-- DESCRIPTION OF THE TASK --
Report every line in the records below that holds the word "Liberdade".

-- SUPPLIED DATA --
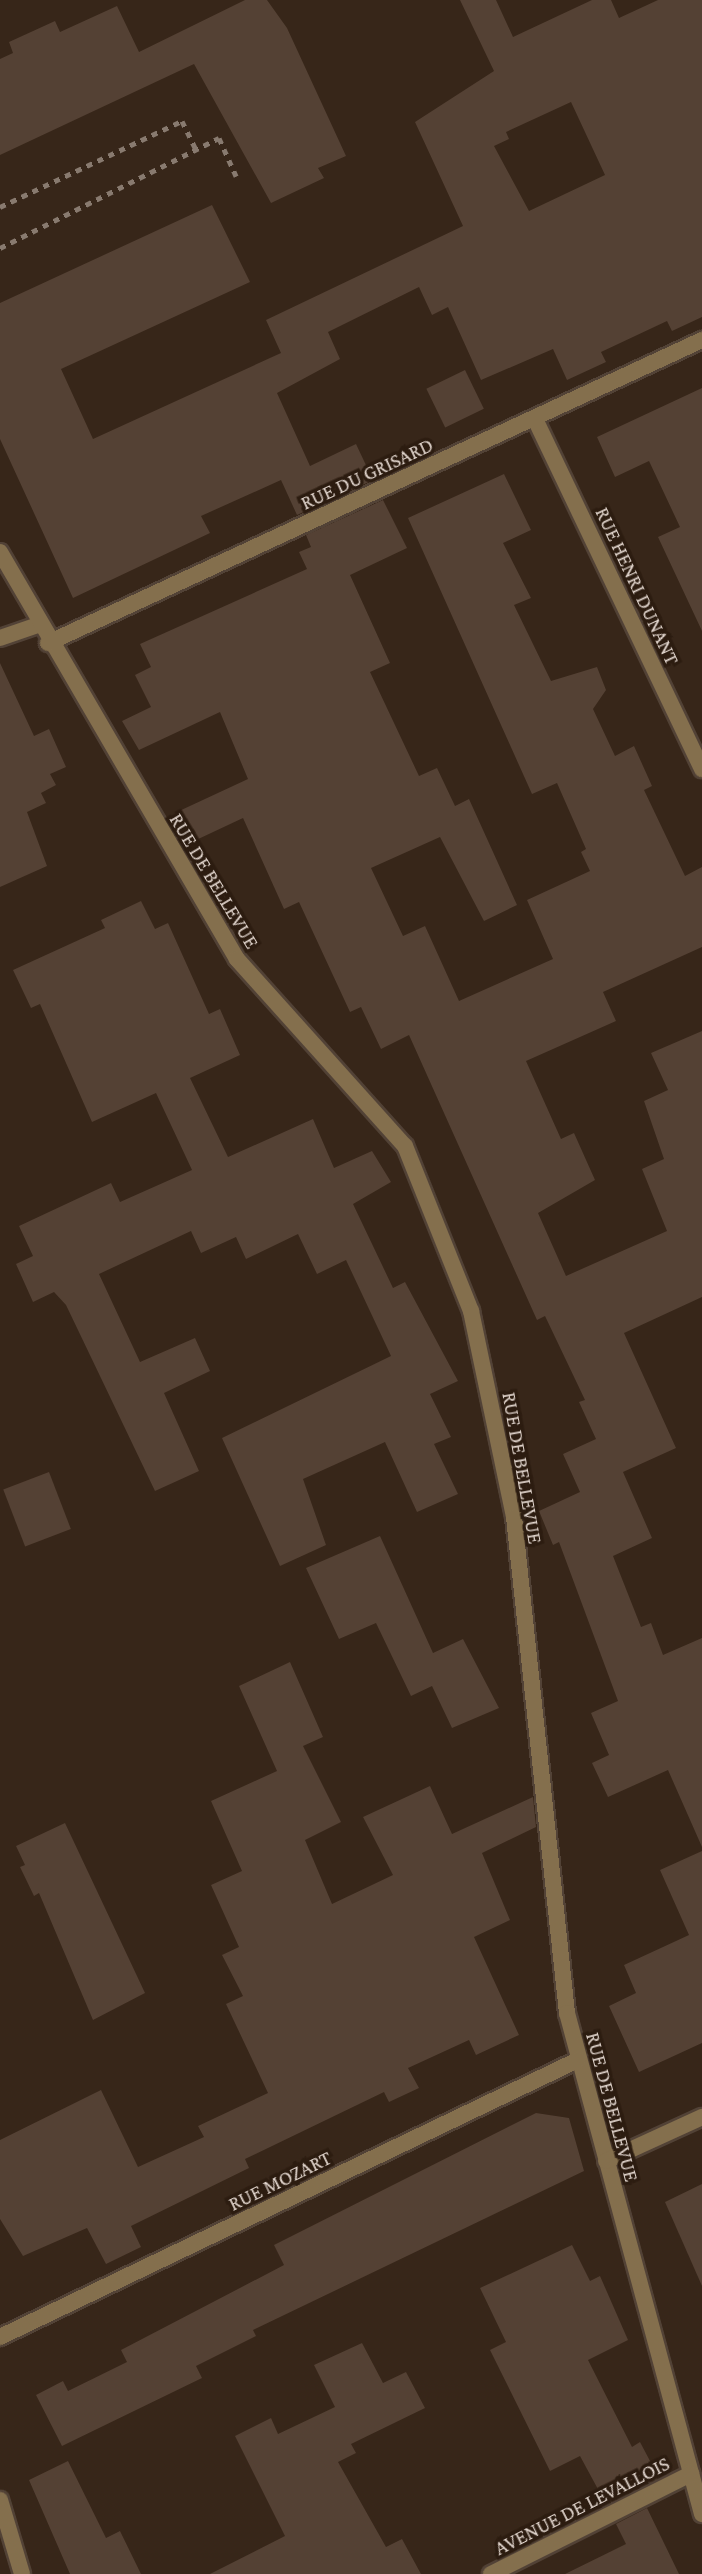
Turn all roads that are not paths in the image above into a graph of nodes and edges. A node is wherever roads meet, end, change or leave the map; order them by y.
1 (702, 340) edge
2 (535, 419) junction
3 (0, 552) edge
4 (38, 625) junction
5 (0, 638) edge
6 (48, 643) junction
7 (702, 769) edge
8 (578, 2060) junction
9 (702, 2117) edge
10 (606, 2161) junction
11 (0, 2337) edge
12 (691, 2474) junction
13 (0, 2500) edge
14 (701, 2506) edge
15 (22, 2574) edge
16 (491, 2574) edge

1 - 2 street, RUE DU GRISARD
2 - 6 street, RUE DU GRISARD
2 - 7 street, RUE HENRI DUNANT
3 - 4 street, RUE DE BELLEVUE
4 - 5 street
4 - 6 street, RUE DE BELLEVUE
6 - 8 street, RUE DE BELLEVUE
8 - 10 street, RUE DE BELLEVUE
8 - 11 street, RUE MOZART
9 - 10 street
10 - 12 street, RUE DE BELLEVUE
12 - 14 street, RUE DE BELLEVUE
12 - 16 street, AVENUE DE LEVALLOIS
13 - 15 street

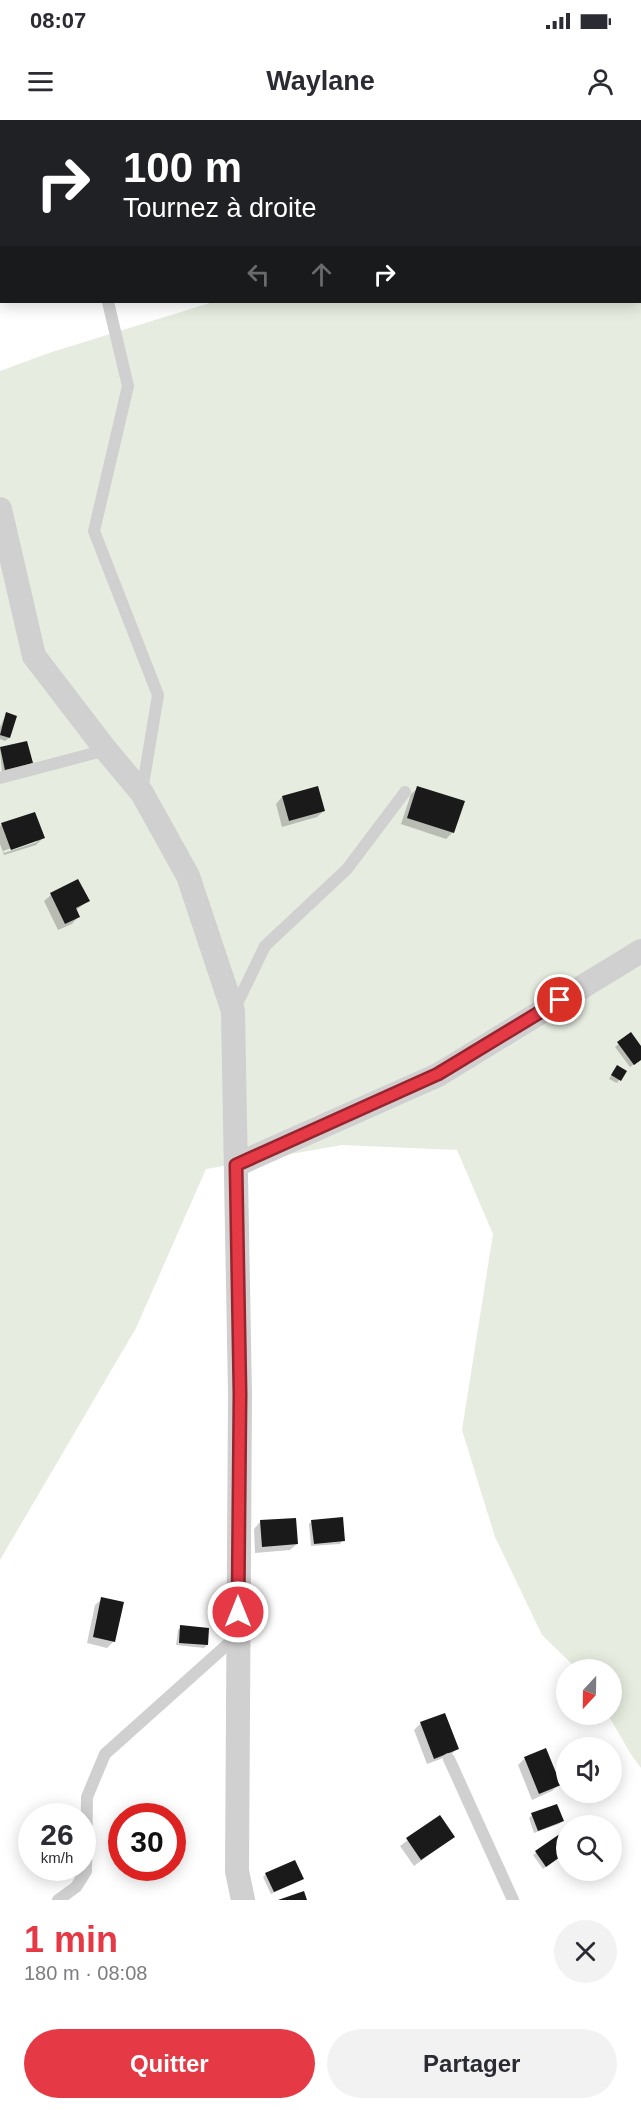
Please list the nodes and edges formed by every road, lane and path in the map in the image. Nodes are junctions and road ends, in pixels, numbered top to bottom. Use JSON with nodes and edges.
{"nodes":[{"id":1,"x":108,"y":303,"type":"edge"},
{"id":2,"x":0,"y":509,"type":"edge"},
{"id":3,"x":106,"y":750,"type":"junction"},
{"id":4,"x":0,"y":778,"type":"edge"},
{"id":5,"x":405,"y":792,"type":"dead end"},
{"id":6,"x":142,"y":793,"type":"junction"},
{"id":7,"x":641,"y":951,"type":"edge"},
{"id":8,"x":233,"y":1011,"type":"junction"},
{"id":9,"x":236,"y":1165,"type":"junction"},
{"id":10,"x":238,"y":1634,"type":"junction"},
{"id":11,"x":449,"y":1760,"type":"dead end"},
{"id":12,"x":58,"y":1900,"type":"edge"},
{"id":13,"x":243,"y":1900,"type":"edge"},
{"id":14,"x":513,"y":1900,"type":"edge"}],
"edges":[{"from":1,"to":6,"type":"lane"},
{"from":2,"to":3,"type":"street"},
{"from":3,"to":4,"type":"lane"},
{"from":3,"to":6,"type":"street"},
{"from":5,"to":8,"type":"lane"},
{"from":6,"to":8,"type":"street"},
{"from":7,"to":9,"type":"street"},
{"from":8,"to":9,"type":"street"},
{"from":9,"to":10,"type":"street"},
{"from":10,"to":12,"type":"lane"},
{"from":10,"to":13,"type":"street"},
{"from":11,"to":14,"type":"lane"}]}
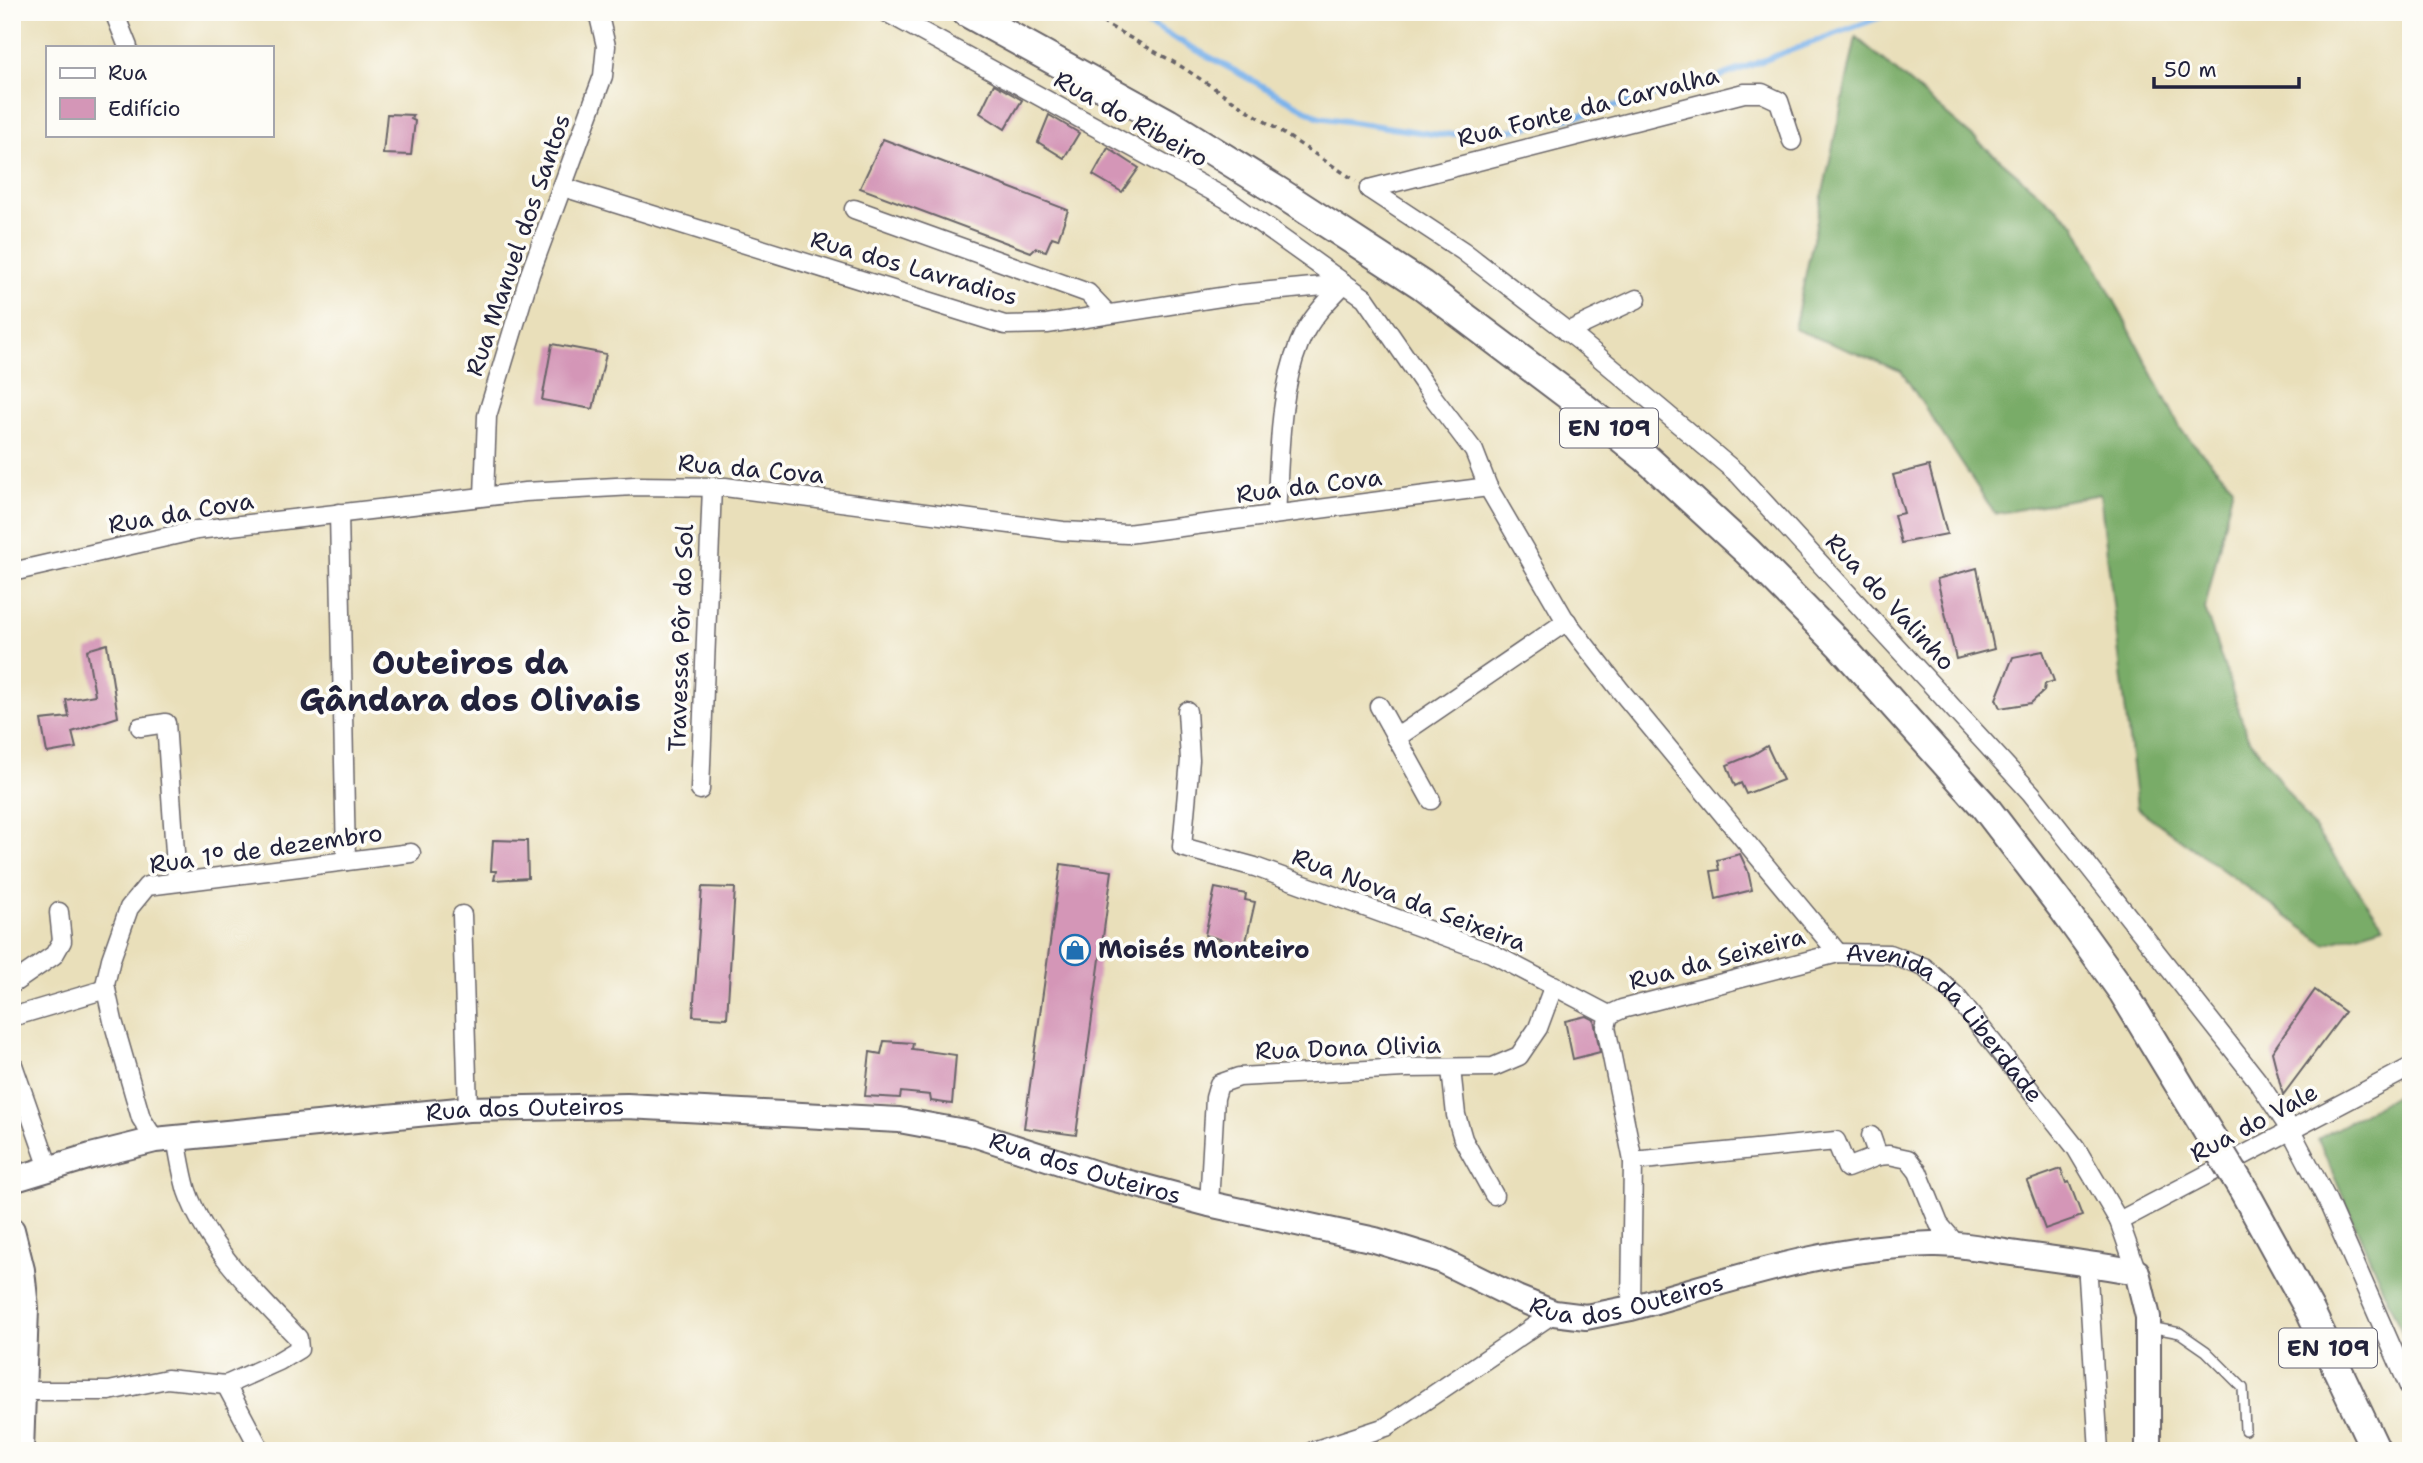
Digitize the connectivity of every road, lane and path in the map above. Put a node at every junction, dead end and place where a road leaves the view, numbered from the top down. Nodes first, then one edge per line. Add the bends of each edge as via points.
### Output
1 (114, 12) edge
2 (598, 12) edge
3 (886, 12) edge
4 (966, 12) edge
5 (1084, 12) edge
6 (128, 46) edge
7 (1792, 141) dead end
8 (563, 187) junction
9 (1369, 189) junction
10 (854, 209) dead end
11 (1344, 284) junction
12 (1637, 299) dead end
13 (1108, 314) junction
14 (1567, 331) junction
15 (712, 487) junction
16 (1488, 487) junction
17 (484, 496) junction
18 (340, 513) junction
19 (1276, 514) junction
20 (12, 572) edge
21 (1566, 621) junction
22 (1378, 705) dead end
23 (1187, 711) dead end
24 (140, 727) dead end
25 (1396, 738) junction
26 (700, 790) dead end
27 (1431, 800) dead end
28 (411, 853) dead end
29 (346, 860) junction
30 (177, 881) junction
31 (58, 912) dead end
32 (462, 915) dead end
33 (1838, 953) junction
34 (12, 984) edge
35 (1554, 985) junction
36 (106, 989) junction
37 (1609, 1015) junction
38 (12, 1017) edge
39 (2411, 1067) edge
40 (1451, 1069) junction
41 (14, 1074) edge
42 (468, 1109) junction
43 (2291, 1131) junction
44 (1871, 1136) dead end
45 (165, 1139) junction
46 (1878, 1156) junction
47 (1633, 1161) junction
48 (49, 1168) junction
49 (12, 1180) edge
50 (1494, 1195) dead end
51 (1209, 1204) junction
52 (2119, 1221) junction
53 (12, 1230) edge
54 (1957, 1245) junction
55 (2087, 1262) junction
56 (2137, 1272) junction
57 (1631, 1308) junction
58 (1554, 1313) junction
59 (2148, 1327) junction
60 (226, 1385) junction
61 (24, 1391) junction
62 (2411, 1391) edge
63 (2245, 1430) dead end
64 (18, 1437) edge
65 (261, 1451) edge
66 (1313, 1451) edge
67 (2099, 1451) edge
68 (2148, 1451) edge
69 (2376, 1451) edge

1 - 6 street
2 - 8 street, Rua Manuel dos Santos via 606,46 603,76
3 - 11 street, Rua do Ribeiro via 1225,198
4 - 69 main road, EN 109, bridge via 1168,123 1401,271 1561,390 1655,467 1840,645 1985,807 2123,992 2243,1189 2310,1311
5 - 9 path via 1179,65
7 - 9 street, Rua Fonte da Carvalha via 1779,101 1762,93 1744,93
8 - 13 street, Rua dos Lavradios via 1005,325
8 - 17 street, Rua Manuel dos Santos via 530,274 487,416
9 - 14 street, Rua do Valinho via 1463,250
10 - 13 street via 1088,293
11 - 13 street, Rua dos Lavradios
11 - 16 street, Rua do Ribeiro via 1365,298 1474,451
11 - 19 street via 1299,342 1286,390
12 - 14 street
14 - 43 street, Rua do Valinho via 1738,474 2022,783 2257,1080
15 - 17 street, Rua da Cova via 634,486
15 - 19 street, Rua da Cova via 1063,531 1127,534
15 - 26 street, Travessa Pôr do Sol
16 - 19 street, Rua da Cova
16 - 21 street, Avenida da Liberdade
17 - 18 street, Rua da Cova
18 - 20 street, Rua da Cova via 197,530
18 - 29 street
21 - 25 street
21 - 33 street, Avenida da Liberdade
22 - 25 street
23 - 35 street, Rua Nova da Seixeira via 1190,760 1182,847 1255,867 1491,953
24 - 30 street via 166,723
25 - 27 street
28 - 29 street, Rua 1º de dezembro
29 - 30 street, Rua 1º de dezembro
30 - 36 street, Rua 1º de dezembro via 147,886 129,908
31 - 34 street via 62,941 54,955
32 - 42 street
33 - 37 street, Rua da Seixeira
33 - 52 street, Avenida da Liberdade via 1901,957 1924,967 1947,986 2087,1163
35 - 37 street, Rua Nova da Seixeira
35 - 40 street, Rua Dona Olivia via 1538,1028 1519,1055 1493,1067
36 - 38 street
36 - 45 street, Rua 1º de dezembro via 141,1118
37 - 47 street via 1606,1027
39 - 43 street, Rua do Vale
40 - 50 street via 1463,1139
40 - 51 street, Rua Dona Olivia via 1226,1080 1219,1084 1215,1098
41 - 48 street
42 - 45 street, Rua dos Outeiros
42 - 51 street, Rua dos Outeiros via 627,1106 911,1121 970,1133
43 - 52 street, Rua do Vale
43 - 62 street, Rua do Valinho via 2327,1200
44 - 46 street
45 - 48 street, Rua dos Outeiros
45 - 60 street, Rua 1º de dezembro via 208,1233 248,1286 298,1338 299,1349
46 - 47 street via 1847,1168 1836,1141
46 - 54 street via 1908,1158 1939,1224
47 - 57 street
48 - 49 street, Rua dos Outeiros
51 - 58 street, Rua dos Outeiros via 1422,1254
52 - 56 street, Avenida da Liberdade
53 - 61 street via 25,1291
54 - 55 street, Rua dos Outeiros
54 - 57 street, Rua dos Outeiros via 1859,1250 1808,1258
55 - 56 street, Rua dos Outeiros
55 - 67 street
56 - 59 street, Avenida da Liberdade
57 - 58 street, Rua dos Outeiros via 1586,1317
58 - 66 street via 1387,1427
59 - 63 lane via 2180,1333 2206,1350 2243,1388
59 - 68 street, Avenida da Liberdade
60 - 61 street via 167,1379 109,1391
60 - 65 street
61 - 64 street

-- EXERCISE OUTPUT --
16 - 21 street, Avenida da Liberdade
21 - 33 street, Avenida da Liberdade
33 - 52 street, Avenida da Liberdade via 1901,957 1924,967 1947,986 2087,1163
52 - 56 street, Avenida da Liberdade
56 - 59 street, Avenida da Liberdade
59 - 68 street, Avenida da Liberdade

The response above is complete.